“CASO CAMICI”

Si chiude senza il processo la vicenda giudiziaria che vedeva coinvolto il presidente della Regione Lombardia, Attilio Fontana, per una fornitura di camici in piena pandemia. Era accusato di frode in pubbliche forniture nel cosiddetto caso camici. Toh, dopo due anni di gogna hanno prosciolto Fontana

Il governatore lombardo era stato coinvolto nel “caso Camici”. Ma per tutti gli imputati il fatto non sussiste

Era stato linciato e crocifisso mediaticamente e politicamente. Ma non aveva commesso alcun reato: niente processo infatti per il presidente della Regione Lombardia Attilio Fontana per il “caso camici”. Lo ha deciso ieri il gup di Milano Chiara Valori, che ha stabilito il non luogo a procedere «perché il fatto non sussiste». Il politico era accusato di frode in pubblica fornitura: l'inchiesta della Guardia di Finanza era quella dell'affidamento nell'aprile 2020 da parte della Regione di una fornitura, poi trasformata in donazione, da circa mezzo milione di euro di 75mila camici a Dama, società del cognato Andrea Dini. Anche per quest'ultimo niente processo, così come per Pier Attilio Superti, vicesegretario generale della Regione, Filippo Bongiovanni e Carmen Schweigl, rispettivamente ex dg e dirigente di Aria, la centrale acquisti della Regione.

Appena appresa la notizia il Governatore, difeso da Jacopo Pensa e Federico Papa, ha così commentato: «Sono felice. Felice innanzitutto per aver tolto un peso enorme ai miei figli e a mia moglie.
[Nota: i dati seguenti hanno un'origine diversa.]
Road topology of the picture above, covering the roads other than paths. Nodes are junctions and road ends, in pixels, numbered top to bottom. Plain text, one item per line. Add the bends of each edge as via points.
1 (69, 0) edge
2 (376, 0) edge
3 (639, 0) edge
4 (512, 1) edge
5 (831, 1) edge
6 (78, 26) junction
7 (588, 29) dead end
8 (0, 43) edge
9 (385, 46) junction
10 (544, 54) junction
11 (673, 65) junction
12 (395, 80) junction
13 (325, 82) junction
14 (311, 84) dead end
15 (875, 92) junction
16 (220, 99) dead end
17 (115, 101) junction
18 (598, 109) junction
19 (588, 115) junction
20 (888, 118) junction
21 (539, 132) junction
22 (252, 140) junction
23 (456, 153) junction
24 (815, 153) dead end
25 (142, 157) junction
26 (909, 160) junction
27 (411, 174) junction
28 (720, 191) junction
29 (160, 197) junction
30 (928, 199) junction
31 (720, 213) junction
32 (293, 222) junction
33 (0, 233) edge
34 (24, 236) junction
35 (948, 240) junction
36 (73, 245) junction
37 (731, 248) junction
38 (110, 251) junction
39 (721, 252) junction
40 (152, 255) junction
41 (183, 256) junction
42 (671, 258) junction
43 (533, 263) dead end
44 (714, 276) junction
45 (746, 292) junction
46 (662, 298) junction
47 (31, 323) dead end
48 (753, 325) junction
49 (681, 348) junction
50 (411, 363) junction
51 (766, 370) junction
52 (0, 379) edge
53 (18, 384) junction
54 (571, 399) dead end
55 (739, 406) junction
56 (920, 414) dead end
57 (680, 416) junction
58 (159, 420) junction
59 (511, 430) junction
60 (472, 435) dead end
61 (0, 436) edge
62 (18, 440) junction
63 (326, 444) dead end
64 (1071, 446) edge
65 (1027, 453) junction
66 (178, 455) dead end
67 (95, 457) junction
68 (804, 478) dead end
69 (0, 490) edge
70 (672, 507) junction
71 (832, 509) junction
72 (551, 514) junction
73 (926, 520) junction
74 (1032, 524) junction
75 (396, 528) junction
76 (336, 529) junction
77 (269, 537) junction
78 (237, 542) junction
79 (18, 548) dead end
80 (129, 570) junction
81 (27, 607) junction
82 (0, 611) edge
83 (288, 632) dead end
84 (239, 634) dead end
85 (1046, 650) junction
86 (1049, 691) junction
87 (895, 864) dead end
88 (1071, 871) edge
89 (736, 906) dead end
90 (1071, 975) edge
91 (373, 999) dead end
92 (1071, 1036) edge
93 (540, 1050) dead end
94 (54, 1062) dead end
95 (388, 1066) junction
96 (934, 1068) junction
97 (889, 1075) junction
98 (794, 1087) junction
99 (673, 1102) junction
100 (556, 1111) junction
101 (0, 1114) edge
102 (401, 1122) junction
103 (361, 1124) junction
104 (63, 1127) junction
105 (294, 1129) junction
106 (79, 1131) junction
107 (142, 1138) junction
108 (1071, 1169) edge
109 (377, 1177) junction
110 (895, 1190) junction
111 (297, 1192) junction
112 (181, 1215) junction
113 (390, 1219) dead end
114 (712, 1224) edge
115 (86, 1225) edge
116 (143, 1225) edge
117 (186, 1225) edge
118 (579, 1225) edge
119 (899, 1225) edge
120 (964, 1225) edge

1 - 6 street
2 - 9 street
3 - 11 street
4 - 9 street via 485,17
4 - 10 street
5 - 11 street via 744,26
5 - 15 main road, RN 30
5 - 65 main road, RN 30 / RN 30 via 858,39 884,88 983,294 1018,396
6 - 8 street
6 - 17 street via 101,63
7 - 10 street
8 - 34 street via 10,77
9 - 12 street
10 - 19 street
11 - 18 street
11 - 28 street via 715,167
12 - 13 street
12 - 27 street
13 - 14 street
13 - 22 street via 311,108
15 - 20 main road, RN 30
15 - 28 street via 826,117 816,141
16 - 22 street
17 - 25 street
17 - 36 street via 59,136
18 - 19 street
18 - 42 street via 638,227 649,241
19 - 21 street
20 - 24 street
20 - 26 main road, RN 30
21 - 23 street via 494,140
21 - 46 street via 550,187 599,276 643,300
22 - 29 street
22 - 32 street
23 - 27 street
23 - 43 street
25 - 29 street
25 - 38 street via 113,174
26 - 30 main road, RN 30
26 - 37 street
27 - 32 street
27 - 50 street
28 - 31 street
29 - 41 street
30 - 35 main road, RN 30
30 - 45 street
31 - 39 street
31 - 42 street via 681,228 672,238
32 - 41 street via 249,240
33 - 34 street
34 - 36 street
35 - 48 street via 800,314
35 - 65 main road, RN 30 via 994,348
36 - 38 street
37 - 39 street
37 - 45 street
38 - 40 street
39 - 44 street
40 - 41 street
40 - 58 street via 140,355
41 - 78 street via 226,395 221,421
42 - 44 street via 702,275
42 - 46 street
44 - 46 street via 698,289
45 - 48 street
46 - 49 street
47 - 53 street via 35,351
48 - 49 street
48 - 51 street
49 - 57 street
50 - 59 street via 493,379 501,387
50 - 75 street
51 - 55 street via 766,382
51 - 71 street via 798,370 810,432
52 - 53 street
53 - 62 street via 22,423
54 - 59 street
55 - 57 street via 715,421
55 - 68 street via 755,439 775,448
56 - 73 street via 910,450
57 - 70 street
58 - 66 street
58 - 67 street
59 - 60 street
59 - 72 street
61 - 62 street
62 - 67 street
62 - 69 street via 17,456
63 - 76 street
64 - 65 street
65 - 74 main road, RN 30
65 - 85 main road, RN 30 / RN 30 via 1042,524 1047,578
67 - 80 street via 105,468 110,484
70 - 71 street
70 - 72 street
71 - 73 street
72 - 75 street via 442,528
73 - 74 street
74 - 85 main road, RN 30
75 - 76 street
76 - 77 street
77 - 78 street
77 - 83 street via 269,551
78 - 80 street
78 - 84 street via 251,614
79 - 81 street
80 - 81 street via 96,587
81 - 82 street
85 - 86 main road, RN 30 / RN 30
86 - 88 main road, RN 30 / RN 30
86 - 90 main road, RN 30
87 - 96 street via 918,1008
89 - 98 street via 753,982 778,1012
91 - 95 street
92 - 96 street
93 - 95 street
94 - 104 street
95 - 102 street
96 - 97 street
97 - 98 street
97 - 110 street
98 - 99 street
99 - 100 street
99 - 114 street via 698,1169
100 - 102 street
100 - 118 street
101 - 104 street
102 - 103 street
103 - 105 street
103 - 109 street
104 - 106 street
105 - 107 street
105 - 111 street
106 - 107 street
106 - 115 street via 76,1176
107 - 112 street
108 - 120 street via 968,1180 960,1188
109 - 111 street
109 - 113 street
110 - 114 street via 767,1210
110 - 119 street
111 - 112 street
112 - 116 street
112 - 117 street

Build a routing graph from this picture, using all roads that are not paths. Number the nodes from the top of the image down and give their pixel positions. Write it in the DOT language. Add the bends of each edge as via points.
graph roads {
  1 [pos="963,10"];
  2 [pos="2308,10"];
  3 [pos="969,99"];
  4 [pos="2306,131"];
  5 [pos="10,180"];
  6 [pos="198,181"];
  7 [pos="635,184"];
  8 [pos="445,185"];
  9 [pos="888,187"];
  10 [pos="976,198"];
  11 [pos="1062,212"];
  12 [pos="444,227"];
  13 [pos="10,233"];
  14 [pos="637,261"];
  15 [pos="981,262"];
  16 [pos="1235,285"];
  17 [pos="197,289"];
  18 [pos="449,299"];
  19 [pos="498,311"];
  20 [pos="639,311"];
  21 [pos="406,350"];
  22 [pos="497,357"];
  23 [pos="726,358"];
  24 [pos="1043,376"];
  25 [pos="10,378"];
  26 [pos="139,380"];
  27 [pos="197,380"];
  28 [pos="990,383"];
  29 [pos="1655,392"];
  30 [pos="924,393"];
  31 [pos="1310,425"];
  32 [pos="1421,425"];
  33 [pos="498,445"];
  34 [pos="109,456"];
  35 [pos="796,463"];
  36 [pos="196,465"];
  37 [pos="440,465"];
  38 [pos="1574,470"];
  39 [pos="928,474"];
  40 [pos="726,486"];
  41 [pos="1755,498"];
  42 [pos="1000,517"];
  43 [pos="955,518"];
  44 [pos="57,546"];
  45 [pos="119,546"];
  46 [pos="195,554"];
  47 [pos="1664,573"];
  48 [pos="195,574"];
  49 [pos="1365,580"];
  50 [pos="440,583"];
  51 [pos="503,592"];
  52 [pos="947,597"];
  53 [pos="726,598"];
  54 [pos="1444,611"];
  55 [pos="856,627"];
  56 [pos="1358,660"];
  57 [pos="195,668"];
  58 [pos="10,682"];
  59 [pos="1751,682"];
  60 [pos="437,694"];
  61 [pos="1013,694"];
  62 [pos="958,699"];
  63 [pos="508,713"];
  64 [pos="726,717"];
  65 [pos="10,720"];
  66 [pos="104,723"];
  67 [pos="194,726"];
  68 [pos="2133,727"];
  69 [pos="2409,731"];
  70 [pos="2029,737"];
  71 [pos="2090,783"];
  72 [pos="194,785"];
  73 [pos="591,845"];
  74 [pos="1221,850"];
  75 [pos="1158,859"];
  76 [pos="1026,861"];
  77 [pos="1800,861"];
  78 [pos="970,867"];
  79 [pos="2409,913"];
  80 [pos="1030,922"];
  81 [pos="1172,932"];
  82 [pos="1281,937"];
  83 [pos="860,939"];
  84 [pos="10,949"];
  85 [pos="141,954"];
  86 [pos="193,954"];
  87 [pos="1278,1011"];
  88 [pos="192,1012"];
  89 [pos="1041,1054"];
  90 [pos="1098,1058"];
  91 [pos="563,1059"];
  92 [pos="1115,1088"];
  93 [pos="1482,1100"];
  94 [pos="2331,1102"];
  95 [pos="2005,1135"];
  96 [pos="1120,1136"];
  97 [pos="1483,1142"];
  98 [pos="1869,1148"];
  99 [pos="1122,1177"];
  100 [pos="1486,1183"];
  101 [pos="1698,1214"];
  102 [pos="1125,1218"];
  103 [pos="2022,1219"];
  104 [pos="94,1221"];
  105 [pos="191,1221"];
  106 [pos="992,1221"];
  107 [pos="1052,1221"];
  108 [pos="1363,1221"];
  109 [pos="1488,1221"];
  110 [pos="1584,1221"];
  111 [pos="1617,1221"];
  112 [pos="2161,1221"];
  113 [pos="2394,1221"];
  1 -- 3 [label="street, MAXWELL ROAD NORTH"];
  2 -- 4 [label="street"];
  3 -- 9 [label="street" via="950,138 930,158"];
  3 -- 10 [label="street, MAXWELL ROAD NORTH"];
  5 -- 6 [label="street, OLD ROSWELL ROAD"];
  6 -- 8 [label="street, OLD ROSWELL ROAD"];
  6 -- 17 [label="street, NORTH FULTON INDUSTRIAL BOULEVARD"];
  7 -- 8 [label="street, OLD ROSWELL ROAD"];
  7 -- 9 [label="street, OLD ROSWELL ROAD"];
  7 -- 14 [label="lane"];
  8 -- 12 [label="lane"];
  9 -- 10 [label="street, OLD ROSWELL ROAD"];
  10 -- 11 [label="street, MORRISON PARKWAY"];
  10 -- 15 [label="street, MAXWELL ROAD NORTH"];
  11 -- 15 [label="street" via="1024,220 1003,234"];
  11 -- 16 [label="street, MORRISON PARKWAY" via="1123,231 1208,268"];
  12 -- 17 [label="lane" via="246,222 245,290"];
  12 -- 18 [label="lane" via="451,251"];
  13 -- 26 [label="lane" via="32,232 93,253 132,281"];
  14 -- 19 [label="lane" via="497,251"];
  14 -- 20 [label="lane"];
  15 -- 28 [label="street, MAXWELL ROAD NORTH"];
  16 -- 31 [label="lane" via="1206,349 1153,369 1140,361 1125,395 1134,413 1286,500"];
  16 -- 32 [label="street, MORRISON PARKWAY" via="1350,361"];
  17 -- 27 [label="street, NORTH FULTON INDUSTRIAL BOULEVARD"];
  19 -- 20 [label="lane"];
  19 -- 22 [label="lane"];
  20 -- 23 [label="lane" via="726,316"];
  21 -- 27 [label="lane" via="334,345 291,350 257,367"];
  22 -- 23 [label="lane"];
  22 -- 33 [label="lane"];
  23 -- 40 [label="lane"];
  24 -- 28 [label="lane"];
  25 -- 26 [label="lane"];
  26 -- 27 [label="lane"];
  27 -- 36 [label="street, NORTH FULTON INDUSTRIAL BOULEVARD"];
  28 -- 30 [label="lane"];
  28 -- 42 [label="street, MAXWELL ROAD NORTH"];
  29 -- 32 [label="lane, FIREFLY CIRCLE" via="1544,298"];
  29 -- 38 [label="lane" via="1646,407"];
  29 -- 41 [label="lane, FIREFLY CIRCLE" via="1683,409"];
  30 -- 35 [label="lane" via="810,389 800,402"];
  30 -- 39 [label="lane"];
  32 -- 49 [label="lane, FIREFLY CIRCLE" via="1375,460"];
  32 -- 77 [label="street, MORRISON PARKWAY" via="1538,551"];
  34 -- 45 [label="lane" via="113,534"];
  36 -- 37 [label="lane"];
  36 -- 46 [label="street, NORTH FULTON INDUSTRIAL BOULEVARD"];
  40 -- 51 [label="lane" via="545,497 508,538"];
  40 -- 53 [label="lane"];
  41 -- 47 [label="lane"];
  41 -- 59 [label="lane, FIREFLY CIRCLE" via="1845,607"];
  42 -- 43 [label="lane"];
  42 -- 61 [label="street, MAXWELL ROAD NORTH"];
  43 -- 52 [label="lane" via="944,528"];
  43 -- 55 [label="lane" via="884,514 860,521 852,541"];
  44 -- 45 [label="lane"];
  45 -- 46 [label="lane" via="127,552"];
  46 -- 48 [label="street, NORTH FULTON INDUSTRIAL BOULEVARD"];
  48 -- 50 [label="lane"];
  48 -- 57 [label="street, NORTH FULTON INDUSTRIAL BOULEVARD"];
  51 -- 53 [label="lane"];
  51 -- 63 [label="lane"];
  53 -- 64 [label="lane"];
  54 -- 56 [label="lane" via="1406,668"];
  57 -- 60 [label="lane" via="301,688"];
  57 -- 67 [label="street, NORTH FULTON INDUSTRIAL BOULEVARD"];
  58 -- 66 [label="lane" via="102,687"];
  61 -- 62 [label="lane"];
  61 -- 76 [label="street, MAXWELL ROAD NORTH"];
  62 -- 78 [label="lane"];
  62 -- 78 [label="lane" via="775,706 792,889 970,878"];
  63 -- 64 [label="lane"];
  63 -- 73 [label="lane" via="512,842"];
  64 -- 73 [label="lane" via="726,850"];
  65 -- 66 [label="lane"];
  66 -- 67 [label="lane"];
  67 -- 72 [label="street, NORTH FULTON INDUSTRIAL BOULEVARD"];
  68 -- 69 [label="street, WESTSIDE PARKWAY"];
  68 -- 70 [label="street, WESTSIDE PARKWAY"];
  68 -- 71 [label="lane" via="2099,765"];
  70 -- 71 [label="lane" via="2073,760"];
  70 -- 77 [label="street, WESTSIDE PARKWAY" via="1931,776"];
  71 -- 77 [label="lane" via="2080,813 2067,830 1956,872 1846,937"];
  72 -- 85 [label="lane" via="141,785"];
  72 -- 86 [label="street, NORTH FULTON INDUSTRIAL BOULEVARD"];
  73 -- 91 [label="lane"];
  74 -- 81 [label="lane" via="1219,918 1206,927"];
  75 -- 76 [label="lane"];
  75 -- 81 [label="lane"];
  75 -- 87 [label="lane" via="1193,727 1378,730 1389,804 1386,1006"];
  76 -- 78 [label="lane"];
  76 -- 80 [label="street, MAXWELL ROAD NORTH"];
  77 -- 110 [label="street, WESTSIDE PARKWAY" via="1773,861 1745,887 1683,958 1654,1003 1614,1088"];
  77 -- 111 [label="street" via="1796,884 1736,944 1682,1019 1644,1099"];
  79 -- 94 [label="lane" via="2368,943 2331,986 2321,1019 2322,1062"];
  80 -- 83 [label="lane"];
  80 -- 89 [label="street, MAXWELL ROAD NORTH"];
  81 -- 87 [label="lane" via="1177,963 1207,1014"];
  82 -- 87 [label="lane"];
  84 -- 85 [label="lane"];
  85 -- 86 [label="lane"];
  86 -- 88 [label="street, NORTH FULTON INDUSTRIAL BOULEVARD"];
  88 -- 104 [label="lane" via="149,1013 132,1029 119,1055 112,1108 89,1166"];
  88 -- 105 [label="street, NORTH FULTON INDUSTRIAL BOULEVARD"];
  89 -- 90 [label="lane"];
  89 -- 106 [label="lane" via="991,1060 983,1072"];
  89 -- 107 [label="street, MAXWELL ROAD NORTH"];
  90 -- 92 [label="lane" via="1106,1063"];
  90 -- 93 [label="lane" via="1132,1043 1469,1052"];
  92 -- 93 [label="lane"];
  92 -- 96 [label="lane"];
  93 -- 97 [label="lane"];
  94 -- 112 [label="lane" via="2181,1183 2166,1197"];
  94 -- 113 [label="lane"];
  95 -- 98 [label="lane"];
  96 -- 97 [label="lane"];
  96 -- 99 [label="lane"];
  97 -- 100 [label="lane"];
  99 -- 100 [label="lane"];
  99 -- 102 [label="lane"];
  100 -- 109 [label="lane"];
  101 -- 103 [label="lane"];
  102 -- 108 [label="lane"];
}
E poi i lombardi, tutti quei lombardi, e sono moltissimi, che mi hanno sempre sostenuto». Ma scoppia la polemica politica tra la destra da un lato e Partito Democratico e Movimento Cinque Stelle dall'altro. Per il leader del Carroccio Matteo Salvini, «dopo mesi di fango e bugie sono stati restituiti onore e dignità ad Attilio Fontana, alla Lega, alla Regione e a tutti i cittadini lombardi. Aspettiamo le scuse di tutti quegli esponenti di sinistra che per troppo tempo hanno insultato e oltraggiato una persona perbene, la Lega e le istituzioni lombarde». Gli ha fatto eco il senatore Roberto Calderoli, rilanciando il referendum promosso con il Partito Radicale: «Chi cancellerà tutto questo fango? Chi gli restituirà due anni di vita e di serenità perduta? Siamo di fronte all’ennesimo caso di malagiustizia, perché prima il mostro è stato sbattuto in prima pagina e adesso dopo due anni qualcuno ne risponde? Questa vicenda conferma la necessità di riformare profondamente la nostra giustizia e un’occasione concreta e forse irripetibile la avremo il prossimo 12 giugno con il referendum». Per la vicepresidente del gruppo Forza Italia al Senato, Licia Ronzulli, il proscioglimento di Fontana era «scontato. Resta l'amarezza per la gogna che il governatore della Lombardia ha dovuto ingiustamente subire». Anche la presidente di Fratelli d'Italia Giorgia Meloni plaude la decisione del Gup di Milano: «Un abbraccio al presidente della Regione Lombardia, Attilio Fontana. Non abbiamo mai avuto dubbi sulla correttezza del suo operato e questo proscioglimento finalmente ne è la conferma». Commenta la notizia anche Enrico Costa, deputato e vicesegretario di Azione: «L’inchiesta sul Governatore Fontana? Sempre lo stesso schema: un processo sui giornali, le richieste di dimissioni da Pd e M5S, poi, ops, il proscioglimento in udienza preliminare. Quattro righe in cronaca e avanti il prossimo. Magari a parti invertite».

Proprio i dem e i pentastellati si compattano invece per ribadire che il proscioglimento non modifica il giudizio politico su Fontana: «In alcun caso la decisione del Giudice avrebbe modificato il giudizio politico sull'inadeguatezza mostrata da Fontana e dal centrodestra tutto durante il corso della pandemia e, più in generale, durante l'intero mandato» ha osservato il capogruppo pentastellato in Regione Nicola Di Marco. «Il proscioglimento di Fontana - hanno aggiunto il segretario regionale Vinicio Peluffo e il capogruppo Fabio Pizzul, entrambi del Pd - non ne cancella l'inadeguatezza. La vicenda giudiziaria si chiude qui, non così quella politica, sulla quale rimane il nostro giudizio nettamente negativo che ci aveva portato a presentare in Aula la mozione di sfiducia».